* Exercise details *
Search each line of the data for the word "Kjødes"; copy every line where it is found.

*** Opening of Given records ***

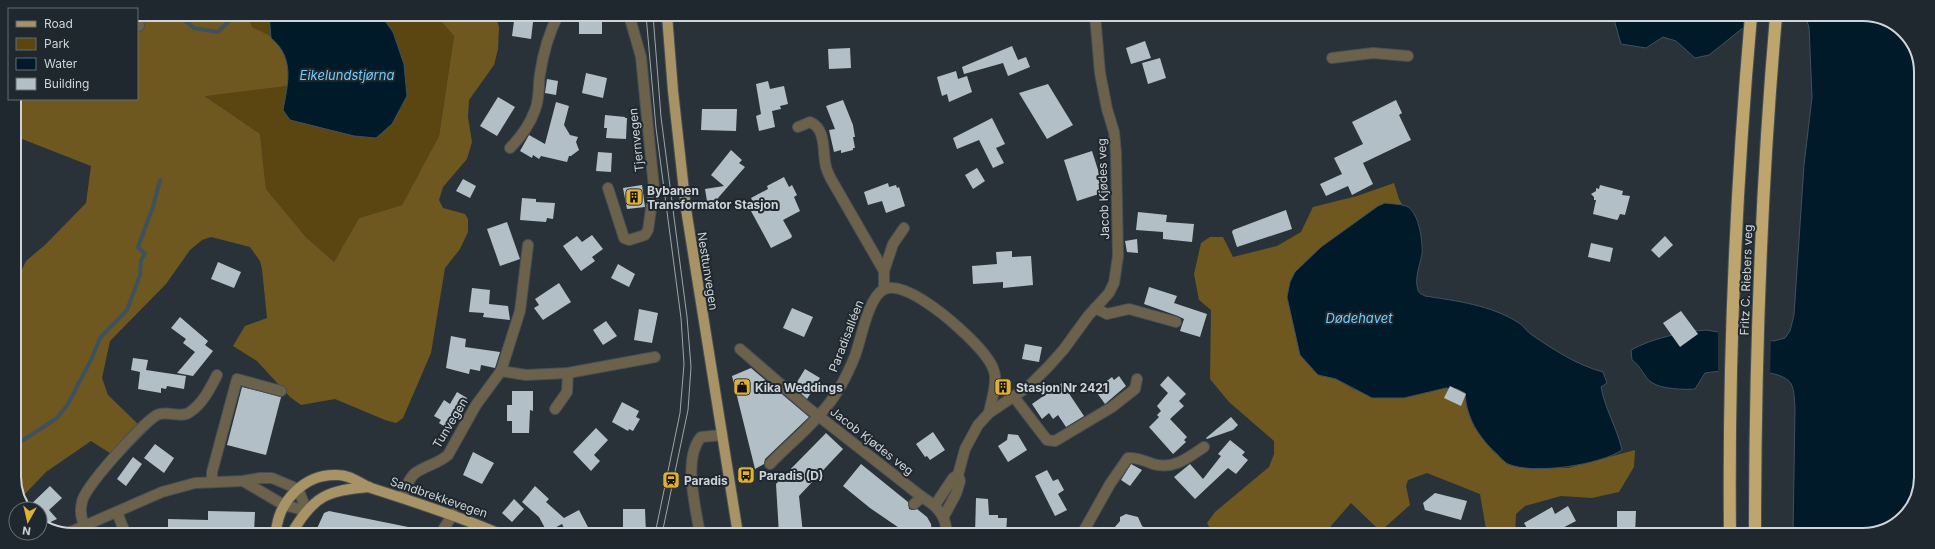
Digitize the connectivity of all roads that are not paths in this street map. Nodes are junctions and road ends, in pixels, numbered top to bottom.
1 (555, 21) edge
2 (631, 21) edge
3 (667, 21) edge
4 (1096, 21) edge
5 (1750, 21) edge
6 (1775, 21) edge
7 (1408, 56) dead end
8 (1332, 58) dead end
9 (798, 127) dead end
10 (510, 148) dead end
11 (608, 188) dead end
12 (904, 228) dead end
13 (528, 245) dead end
14 (884, 271) junction
15 (884, 289) junction
16 (1095, 308) junction
17 (1176, 322) dead end
18 (740, 349) dead end
19 (655, 357) dead end
20 (501, 371) junction
21 (568, 373) junction
22 (217, 376) dead end
23 (1136, 379) dead end
24 (281, 391) dead end
25 (1014, 397) junction
26 (555, 409) dead end
27 (989, 413) junction
28 (818, 415) junction
29 (722, 435) junction
30 (1204, 447) dead end
31 (770, 464) dead end
32 (958, 475) junction
33 (212, 481) junction
34 (243, 482) junction
35 (369, 487) junction
36 (298, 489) junction
37 (402, 497) junction
38 (284, 505) junction
39 (935, 505) junction
40 (307, 511) junction
41 (117, 512) junction
42 (452, 514) junction
43 (944, 516) junction
44 (85, 526) junction
45 (80, 528) edge
46 (124, 528) edge
47 (277, 528) edge
48 (295, 528) edge
49 (444, 528) edge
50 (486, 528) edge
51 (699, 528) edge
52 (738, 528) edge
53 (946, 528) edge
54 (1085, 528) edge
55 (1730, 528) edge
56 (1755, 528) edge

1 - 10 street
2 - 11 street, Tjernvegen
3 - 29 main road, Nesttunvegen
4 - 16 street, Jacob Kjødes veg
5 - 55 highway, Fritz C. Riebers veg
6 - 56 highway, Fritz C. Riebers veg
7 - 8 street
9 - 14 street
12 - 14 street
13 - 20 street, Tunvegen
14 - 15 street
15 - 27 street
15 - 28 street, Paradisalléen
16 - 17 street
16 - 25 street, Jacob Kjødes veg
18 - 28 street, Jacob Kjødes veg
19 - 21 street
20 - 21 street
20 - 37 street, Tunvegen
21 - 26 street
22 - 44 street
23 - 25 street
24 - 33 street
25 - 27 street, Jacob Kjødes veg
27 - 32 street, Jacob Kjødes veg
28 - 31 street, Paradisalléen
28 - 39 street, Jacob Kjødes veg
29 - 51 street
29 - 52 main road, Nesttunvegen
30 - 54 street
32 - 39 street, Jacob Kjødes veg
32 - 43 street, Jacob Kjødes veg
33 - 34 street
33 - 41 street
34 - 36 street
34 - 38 street
35 - 36 main road
35 - 37 main road, Sandbrekkevegen
35 - 40 main road
36 - 38 main road
36 - 40 street
37 - 42 main road, Sandbrekkevegen
38 - 40 street
38 - 47 main road
39 - 43 street, Jacob Kjødes veg
40 - 48 main road
41 - 44 street
41 - 46 street
42 - 49 street
42 - 50 main road, Sandbrekkevegen
43 - 53 street, Jacob Kjødes veg
44 - 45 street

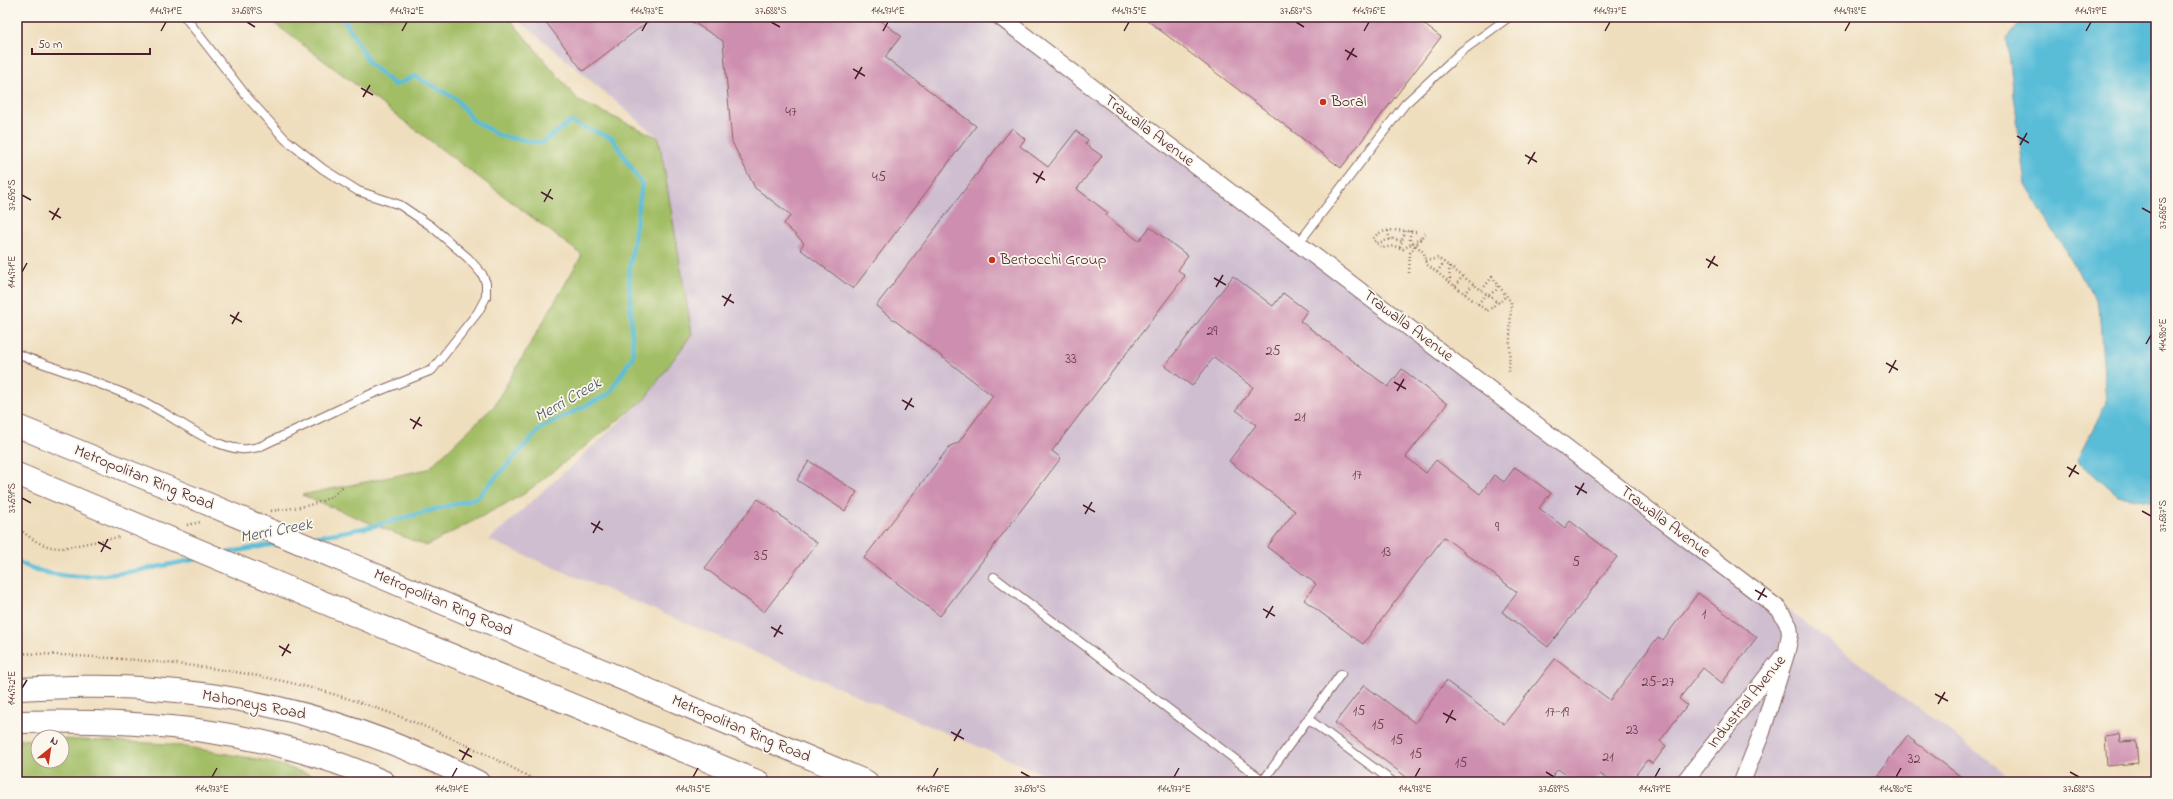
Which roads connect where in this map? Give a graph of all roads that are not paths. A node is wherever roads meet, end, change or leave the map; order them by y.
1 (185, 17) edge
2 (1000, 17) edge
3 (1509, 17) edge
4 (1298, 244) junction
5 (17, 354) edge
6 (17, 426) edge
7 (17, 474) edge
8 (994, 577) dead end
9 (1787, 651) junction
10 (1340, 674) dead end
11 (17, 689) edge
12 (1308, 719) junction
13 (17, 722) edge
14 (1264, 781) edge
15 (384, 782) edge
16 (478, 782) edge
17 (759, 782) edge
18 (868, 782) edge
19 (1393, 782) edge
20 (1684, 782) edge
21 (1742, 782) edge

1 - 5 lane
2 - 4 street, Trawalla Avenue
3 - 4 lane
4 - 9 street, Trawalla Avenue
6 - 18 main road, Metropolitan Ring Road, bridge
7 - 17 main road, bridge
8 - 14 lane
9 - 20 street, Industrial Avenue
9 - 21 street, Industrial Avenue
10 - 12 lane
11 - 16 main road, Mahoneys Road
12 - 14 lane
12 - 19 lane
13 - 15 main road, Mahoneys Road

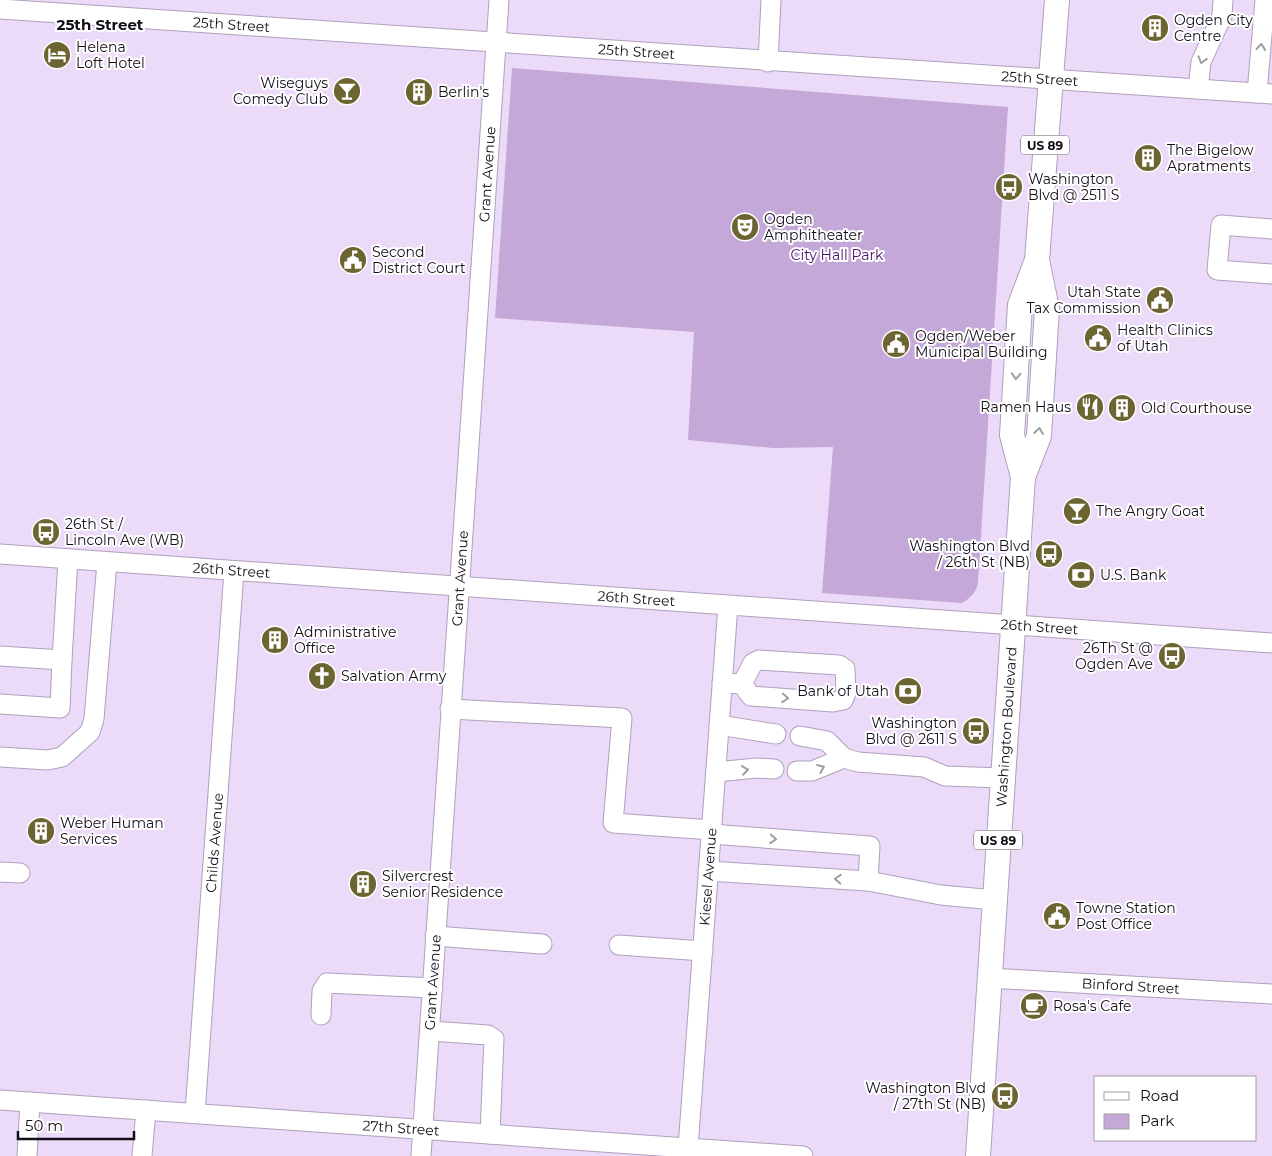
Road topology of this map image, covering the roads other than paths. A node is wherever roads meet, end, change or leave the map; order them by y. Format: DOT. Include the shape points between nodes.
graph roads {
  1 [pos="499,0"];
  2 [pos="771,0"];
  3 [pos="1057,0"];
  4 [pos="1223,0"];
  5 [pos="1265,0"];
  6 [pos="0,9"];
  7 [pos="495,43"];
  8 [pos="768,62"];
  9 [pos="1049,81"];
  10 [pos="1198,89"];
  11 [pos="1265,94"];
  12 [pos="1272,229"];
  13 [pos="1272,274"];
  14 [pos="0,554"];
  15 [pos="68,559"];
  16 [pos="107,562"];
  17 [pos="234,571"];
  18 [pos="458,586"];
  19 [pos="728,605"];
  20 [pos="1012,625"];
  21 [pos="1272,643"];
  22 [pos="0,656"];
  23 [pos="62,660"];
  24 [pos="722,683"];
  25 [pos="742,684"];
  26 [pos="0,704"];
  27 [pos="450,709"];
  28 [pos="719,725"];
  29 [pos="776,734"];
  30 [pos="800,736"];
  31 [pos="0,757"];
  32 [pos="844,758"];
  33 [pos="774,769"];
  34 [pos="797,771"];
  35 [pos="716,772"];
  36 [pos="1002,778"];
  37 [pos="711,832"];
  38 [pos="708,871"];
  39 [pos="0,872"];
  40 [pos="20,874"];
  41 [pos="868,881"];
  42 [pos="994,900"];
  43 [pos="435,936"];
  44 [pos="542,944"];
  45 [pos="620,945"];
  46 [pos="703,950"];
  47 [pos="989,978"];
  48 [pos="433,988"];
  49 [pos="1272,994"];
  50 [pos="321,1016"];
  51 [pos="431,1031"];
  52 [pos="0,1100"];
  53 [pos="30,1102"];
  54 [pos="146,1110"];
  55 [pos="195,1114"];
  56 [pos="423,1130"];
  57 [pos="490,1134"];
  58 [pos="688,1148"];
  59 [pos="659,1151"];
  60 [pos="27,1156"];
  61 [pos="142,1156"];
  62 [pos="421,1156"];
  63 [pos="803,1156"];
  64 [pos="978,1156"];
  1 -- 7 [label="street, Grant Avenue"];
  2 -- 8 [label="street"];
  3 -- 9 [label="main road, Washington Boulevard / US 89"];
  4 -- 10 [label="street, one-way" via="1222,16 1200,62"];
  11 -- 5 [label="street, one-way"];
  6 -- 7 [label="street, 25th Street"];
  7 -- 8 [label="street, 25th Street"];
  7 -- 18 [label="street, Grant Avenue"];
  8 -- 9 [label="street, 25th Street"];
  9 -- 10 [label="street, 25th Street"];
  9 -- 20 [label="main road, Washington Boulevard / US 89" via="1037,260 1047,310 1039,436 1022,477"];
  10 -- 11 [label="street, 25th Street"];
  12 -- 13 [label="street" via="1220,225 1217,270"];
  14 -- 15 [label="street, 26th Street"];
  15 -- 16 [label="street, 26th Street"];
  15 -- 23 [label="street"];
  16 -- 17 [label="street, 26th Street"];
  16 -- 31 [label="street" via="94,719 90,732 62,757 48,760"];
  17 -- 18 [label="street, 26th Street"];
  17 -- 55 [label="street, Childs Avenue"];
  18 -- 19 [label="street, 26th Street"];
  18 -- 27 [label="street, Grant Avenue"];
  19 -- 20 [label="street, 26th Street"];
  19 -- 24 [label="street, Kiesel Avenue"];
  20 -- 21 [label="street, 26th Street"];
  20 -- 36 [label="main road, Washington Boulevard / US 89"];
  22 -- 23 [label="street"];
  23 -- 26 [label="street" via="60,708"];
  24 -- 25 [label="street"];
  24 -- 28 [label="street, Kiesel Avenue"];
  25 -- 25 [label="street, one-way" via="751,696 833,702 844,700 845,669 839,665 760,660 753,664"];
  27 -- 37 [label="street" via="622,718 613,823"];
  27 -- 43 [label="street, Grant Avenue"];
  28 -- 29 [label="street"];
  28 -- 35 [label="street, Kiesel Avenue"];
  30 -- 32 [label="street" via="827,740"];
  34 -- 32 [label="street, one-way" via="812,771"];
  32 -- 36 [label="street" via="924,767 944,776"];
  35 -- 33 [label="street, one-way"];
  35 -- 37 [label="street, Kiesel Avenue"];
  36 -- 42 [label="main road, Washington Boulevard / US 89"];
  37 -- 38 [label="street, Kiesel Avenue"];
  37 -- 41 [label="street, one-way" via="870,846"];
  41 -- 38 [label="street, one-way"];
  38 -- 46 [label="street, Kiesel Avenue"];
  39 -- 40 [label="street"];
  41 -- 42 [label="street" via="941,895"];
  42 -- 47 [label="main road, Washington Boulevard / US 89"];
  43 -- 44 [label="street"];
  43 -- 48 [label="street, Grant Avenue"];
  45 -- 46 [label="street"];
  46 -- 58 [label="street, Kiesel Avenue"];
  47 -- 49 [label="street, Binford Street"];
  47 -- 64 [label="main road, Washington Boulevard / US 89"];
  48 -- 50 [label="street" via="327,983 322,991"];
  48 -- 51 [label="street, Grant Avenue"];
  51 -- 56 [label="street, Grant Avenue"];
  51 -- 57 [label="street" via="488,1035 494,1039"];
  52 -- 53 [label="street, 27th Street"];
  53 -- 54 [label="street, 27th Street"];
  53 -- 60 [label="street"];
  54 -- 55 [label="street, 27th Street"];
  54 -- 61 [label="street"];
  55 -- 56 [label="street, 27th Street"];
  56 -- 57 [label="street, 27th Street"];
  56 -- 62 [label="street, Grant Avenue"];
  57 -- 59 [label="street, 27th Street"];
  58 -- 59 [label="street, 27th Street"];
  58 -- 63 [label="street, 27th Street"];
}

*** Close of Given records ***

* Result *
4 - 16 street, Jacob Kjødes veg
16 - 25 street, Jacob Kjødes veg
18 - 28 street, Jacob Kjødes veg
25 - 27 street, Jacob Kjødes veg
27 - 32 street, Jacob Kjødes veg
28 - 39 street, Jacob Kjødes veg
32 - 39 street, Jacob Kjødes veg
32 - 43 street, Jacob Kjødes veg
39 - 43 street, Jacob Kjødes veg
43 - 53 street, Jacob Kjødes veg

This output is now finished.